● Exercise directions
Taking the data below line by line, count those that include the word "with" and report the number alone.

● Data records
┄┄┄┄┄┄┄┄┄┄┄┄┄┄┄┄┄┄┄┄
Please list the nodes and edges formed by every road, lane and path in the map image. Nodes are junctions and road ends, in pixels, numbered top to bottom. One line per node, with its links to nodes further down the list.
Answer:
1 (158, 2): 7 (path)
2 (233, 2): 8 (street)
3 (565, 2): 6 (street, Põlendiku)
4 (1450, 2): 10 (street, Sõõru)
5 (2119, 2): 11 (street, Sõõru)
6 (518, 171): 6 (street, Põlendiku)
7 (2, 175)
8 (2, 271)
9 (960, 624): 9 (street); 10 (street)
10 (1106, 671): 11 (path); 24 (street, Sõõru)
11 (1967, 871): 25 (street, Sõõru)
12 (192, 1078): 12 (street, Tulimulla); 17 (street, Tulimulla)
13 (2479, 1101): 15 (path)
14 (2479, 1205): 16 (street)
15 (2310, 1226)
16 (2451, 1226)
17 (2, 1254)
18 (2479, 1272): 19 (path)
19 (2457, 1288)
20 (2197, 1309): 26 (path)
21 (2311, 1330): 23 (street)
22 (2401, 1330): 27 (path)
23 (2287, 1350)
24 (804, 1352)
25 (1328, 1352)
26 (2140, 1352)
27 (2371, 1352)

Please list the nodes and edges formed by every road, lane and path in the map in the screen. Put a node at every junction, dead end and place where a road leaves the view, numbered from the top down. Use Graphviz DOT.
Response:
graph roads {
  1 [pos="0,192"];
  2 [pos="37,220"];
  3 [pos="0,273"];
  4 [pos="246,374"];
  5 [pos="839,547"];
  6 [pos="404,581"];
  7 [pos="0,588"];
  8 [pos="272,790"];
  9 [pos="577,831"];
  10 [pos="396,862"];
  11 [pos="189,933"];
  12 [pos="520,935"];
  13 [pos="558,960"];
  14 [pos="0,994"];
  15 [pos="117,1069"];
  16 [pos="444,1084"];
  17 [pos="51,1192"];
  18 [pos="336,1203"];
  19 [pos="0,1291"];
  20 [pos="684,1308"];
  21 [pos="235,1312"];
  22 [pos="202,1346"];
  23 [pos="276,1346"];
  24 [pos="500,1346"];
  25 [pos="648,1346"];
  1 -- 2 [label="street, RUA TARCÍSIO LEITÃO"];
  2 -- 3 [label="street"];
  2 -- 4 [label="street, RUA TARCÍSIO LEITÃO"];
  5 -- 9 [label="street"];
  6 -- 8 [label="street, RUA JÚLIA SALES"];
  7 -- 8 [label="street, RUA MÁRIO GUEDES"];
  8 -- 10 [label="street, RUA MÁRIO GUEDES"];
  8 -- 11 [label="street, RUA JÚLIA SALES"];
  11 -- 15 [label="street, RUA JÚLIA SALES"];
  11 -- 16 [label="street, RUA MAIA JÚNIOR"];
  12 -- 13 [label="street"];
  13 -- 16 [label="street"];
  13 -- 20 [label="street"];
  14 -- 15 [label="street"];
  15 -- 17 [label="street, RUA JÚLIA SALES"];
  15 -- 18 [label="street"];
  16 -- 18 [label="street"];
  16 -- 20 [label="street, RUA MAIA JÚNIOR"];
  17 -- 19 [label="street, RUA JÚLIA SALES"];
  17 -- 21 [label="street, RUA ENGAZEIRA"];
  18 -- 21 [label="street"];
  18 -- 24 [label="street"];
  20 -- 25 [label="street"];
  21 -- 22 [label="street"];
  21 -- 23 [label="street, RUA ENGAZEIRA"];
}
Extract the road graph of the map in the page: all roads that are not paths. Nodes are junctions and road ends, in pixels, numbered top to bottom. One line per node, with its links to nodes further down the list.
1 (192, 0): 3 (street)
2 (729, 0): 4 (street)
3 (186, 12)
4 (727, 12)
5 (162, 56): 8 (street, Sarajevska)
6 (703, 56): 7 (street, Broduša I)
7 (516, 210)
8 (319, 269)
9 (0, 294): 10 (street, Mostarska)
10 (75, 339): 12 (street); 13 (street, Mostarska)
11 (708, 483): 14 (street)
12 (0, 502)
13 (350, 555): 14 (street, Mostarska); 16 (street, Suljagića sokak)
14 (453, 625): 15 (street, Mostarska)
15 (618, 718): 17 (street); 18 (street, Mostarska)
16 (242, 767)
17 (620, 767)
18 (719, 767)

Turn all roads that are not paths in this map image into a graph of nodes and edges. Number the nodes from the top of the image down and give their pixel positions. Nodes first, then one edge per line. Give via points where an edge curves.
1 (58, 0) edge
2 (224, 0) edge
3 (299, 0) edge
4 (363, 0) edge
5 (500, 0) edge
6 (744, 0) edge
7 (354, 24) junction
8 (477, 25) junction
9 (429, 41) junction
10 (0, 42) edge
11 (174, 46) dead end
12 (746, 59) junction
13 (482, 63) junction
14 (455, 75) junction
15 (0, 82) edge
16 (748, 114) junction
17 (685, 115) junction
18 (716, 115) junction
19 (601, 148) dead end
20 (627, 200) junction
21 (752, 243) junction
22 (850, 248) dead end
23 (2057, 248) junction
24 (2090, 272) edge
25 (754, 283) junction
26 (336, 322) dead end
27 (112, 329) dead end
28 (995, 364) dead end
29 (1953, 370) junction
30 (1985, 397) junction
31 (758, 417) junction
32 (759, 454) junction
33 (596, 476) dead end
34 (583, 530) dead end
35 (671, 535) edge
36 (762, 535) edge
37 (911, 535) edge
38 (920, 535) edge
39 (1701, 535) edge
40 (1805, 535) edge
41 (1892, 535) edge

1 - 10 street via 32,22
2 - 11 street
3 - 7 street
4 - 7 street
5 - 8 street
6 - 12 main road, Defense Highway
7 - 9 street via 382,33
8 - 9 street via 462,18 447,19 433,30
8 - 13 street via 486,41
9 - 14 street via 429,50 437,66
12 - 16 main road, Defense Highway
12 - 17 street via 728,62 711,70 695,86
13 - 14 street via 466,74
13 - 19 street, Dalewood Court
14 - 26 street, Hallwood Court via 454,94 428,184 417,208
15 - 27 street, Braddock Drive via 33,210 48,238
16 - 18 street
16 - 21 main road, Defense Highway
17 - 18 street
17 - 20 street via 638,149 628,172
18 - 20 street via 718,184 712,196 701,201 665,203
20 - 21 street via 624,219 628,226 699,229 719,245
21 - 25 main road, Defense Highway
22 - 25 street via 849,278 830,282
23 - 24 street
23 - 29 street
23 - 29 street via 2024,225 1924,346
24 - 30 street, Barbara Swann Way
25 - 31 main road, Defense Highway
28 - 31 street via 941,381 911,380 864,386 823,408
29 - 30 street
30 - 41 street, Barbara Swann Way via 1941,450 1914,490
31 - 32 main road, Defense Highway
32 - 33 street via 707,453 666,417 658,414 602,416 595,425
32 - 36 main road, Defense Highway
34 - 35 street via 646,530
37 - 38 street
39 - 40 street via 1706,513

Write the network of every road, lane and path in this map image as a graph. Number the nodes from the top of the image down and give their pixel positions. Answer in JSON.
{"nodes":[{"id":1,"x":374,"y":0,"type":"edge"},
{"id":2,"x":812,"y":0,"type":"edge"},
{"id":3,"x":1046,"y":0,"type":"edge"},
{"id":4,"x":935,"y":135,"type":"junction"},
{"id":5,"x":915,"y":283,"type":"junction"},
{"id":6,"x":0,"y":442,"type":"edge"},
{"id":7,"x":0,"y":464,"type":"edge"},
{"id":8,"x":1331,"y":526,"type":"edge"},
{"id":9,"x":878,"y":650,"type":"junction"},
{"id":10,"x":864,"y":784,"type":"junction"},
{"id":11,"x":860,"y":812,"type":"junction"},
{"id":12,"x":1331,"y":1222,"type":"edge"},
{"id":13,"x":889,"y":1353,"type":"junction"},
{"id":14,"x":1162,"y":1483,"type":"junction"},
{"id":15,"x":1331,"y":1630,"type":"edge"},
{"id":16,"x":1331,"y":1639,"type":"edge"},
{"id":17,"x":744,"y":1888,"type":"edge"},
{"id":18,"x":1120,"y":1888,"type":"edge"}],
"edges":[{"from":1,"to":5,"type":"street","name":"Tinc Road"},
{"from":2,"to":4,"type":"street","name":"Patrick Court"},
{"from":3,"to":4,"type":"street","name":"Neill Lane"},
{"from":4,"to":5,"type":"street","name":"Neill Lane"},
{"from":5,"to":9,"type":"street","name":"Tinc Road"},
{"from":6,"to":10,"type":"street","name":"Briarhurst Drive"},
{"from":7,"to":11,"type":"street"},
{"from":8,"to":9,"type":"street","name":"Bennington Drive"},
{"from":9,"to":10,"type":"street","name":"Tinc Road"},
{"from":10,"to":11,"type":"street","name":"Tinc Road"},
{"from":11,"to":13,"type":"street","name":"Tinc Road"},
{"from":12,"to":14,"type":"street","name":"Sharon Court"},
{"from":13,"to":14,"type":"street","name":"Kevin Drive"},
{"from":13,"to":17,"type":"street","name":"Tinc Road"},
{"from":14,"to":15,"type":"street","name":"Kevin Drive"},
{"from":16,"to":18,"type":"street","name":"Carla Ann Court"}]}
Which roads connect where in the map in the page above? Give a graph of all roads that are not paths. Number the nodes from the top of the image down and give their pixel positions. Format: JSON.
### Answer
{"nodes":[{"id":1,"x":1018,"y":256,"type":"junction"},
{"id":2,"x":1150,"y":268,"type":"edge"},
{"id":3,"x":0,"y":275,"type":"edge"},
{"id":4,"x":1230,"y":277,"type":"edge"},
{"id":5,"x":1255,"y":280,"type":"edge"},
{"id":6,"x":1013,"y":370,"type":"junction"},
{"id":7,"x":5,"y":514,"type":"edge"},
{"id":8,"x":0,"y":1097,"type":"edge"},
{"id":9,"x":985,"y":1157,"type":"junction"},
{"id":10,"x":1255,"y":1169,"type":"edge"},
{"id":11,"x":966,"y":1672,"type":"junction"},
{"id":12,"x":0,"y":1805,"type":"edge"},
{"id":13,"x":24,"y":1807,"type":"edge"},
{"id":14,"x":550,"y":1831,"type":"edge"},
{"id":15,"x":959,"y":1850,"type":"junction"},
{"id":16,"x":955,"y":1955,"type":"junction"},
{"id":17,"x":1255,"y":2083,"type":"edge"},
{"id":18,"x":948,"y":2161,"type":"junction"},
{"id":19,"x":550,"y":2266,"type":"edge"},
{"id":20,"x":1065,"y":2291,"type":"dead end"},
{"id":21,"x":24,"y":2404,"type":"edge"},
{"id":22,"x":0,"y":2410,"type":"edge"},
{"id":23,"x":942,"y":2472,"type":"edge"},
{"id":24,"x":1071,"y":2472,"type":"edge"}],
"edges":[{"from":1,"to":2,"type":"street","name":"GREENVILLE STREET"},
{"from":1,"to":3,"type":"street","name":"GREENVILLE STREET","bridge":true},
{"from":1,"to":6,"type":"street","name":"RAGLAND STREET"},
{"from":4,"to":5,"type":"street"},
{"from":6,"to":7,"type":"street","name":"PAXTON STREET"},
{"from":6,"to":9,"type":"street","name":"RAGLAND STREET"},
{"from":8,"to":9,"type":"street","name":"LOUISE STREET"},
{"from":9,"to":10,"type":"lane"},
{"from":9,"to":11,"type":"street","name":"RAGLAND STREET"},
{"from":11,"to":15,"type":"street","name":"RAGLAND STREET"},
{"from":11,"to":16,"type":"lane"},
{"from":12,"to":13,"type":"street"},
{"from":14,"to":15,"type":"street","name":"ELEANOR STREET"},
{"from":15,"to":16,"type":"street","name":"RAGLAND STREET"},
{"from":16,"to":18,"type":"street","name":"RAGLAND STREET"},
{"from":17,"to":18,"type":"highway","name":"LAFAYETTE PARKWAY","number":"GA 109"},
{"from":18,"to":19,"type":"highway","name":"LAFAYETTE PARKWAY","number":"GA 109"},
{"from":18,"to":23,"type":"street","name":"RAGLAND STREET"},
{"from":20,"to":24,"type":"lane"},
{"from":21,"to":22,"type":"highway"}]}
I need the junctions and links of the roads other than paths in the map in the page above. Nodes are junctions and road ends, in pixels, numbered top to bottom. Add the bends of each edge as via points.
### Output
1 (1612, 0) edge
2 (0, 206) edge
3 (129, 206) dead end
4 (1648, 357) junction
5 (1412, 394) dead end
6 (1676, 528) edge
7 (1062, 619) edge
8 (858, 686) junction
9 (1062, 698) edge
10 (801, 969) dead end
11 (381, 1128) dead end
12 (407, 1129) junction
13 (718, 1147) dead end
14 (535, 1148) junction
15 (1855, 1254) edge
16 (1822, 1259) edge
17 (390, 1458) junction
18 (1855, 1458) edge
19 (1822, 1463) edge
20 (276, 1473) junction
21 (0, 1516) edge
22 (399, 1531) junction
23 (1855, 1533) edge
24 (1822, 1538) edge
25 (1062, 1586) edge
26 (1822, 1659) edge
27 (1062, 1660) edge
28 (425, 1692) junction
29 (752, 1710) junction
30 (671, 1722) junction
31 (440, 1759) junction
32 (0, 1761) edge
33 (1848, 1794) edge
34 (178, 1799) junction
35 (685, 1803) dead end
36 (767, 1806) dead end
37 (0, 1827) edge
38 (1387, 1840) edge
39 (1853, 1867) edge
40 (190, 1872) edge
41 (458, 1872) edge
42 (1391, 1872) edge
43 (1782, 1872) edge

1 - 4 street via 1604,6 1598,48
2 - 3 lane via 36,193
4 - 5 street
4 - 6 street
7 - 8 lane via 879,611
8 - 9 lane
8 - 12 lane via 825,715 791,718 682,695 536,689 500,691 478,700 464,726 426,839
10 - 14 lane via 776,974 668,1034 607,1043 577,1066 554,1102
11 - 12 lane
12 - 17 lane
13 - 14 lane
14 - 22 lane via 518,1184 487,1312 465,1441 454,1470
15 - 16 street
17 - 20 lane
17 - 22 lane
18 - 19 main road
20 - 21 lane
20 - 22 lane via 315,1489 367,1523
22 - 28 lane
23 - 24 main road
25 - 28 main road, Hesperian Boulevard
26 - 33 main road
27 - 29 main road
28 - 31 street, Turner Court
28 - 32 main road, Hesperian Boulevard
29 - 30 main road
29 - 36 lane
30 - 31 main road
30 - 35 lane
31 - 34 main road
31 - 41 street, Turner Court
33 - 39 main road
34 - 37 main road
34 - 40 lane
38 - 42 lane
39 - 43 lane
┄┄┄┄┄┄┄┄┄┄┄┄┄┄┄┄┄┄┄┄
● Answer space
2